Could you please comment on the relationship between the Menora of the Temple and the menora of Chanuka? I know there are differences, but I can’t help from feeling there are similarities as well.

Dear Glenda,

One of the reasons that the Chanuka menora is so beloved is that it is a memorial and symbol of the Menora in the Holy Temple. Even though it has eight lights instead of seven, of course, it recalls the miracle associated with the lighting of the Menora during the re-inauguration of the Temple service after having been defiled by the ancient Greeks. In fact, we currently have no physical memorial of any other service in the Sanctuary.
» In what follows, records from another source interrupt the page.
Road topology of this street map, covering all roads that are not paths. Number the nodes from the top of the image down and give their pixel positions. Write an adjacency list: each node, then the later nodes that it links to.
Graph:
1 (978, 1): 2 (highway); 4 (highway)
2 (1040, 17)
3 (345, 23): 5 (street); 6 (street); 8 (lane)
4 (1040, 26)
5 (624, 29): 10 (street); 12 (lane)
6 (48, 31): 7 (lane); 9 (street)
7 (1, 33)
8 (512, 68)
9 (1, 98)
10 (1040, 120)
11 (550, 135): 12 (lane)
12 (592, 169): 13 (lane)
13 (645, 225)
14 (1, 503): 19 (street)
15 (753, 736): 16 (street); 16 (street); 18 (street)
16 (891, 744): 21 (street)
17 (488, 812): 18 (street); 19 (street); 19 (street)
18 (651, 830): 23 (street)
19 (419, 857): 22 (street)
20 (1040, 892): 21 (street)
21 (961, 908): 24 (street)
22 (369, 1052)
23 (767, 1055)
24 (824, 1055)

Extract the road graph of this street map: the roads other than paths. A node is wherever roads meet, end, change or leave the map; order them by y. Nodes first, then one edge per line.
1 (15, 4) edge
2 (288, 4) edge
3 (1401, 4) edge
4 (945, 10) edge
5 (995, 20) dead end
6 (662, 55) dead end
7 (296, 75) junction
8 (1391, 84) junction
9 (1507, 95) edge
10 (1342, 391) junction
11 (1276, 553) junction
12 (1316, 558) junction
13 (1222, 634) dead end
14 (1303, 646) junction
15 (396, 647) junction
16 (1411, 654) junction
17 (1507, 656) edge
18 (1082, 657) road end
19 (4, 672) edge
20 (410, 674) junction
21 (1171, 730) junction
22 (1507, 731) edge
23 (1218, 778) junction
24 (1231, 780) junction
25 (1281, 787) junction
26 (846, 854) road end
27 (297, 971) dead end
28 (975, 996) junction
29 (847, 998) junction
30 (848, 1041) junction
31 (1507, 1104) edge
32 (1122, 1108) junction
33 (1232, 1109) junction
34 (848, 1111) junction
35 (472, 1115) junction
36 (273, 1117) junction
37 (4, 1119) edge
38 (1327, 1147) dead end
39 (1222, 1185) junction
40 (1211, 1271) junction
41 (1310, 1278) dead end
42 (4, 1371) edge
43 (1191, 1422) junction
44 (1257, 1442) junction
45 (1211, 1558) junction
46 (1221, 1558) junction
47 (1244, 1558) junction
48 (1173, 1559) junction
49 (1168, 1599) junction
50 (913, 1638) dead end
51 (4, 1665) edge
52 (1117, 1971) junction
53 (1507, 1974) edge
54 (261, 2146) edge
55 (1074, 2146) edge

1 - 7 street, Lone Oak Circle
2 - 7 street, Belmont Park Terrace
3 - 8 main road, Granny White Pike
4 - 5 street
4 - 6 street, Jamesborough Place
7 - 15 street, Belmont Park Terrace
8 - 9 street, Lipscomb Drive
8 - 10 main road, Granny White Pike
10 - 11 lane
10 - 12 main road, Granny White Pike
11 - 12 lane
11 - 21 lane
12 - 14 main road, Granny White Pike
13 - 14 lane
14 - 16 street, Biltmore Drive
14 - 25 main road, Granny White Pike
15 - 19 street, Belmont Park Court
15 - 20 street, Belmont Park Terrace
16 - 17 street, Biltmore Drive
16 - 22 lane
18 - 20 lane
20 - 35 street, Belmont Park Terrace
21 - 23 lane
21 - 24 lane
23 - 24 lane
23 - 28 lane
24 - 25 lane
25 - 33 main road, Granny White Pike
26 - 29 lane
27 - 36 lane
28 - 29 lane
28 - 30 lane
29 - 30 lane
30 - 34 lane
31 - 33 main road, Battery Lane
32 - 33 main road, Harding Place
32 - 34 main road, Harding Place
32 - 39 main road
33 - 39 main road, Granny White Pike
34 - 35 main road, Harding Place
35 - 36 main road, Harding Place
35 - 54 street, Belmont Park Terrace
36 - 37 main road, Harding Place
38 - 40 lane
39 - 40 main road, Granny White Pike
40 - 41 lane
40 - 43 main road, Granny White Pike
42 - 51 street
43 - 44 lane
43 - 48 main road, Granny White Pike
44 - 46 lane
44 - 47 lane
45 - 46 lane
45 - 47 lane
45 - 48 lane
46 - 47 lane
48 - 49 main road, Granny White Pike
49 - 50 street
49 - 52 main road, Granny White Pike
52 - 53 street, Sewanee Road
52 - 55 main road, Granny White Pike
Our Sages taught (Nu. Raba 15:5) that the Lights of the Menora in the Sanctuary outweighed in importance all the sacrificial offerings. What is the greatness of these lights? They are a testimonial to the People of Israel that all the light and rejoicing that are theirs, come to them only from the light shed upon them by G‑d. And even if this light seems small, and the light enjoyed by the nations seems exceedingly large, Israel nevertheless desires only the light shed upon them by G‑d, and no other light.

The eyes of Israel are therefore lifted to the Holy Temple, which emits light to illuminate their world. Interestingly, the windows of the Temple were made “wide from without and narrow from within” so that light from the Menora would radiate out from the Sanctuary, and not into the Sanctuary from outside. The Talmud thereby teaches (Menachot 86b) that the Sanctuary was not in need of light coming from without, but rather the whole world was illuminated by the light that emanates from it.

If so, the Menora was not intended to cast light within the Temple, but rather to radiate light into the lives and souls of the Jewish People. One of the ways in which the Menora is considered greater than the sacrifices is that it continues to shine into our lives through the Chanuka lights even after the destruction of the Temple when we no longer have the Temple service. Therefore, as in times of old, we are to focus our attention and concentrate on the small but increasing light emanating from the Chanuka menora which serves as a window through which we are given a glimpse of the light that G‑d radiates upon us and which will ultimately shine with the brilliance of our Final Redemption.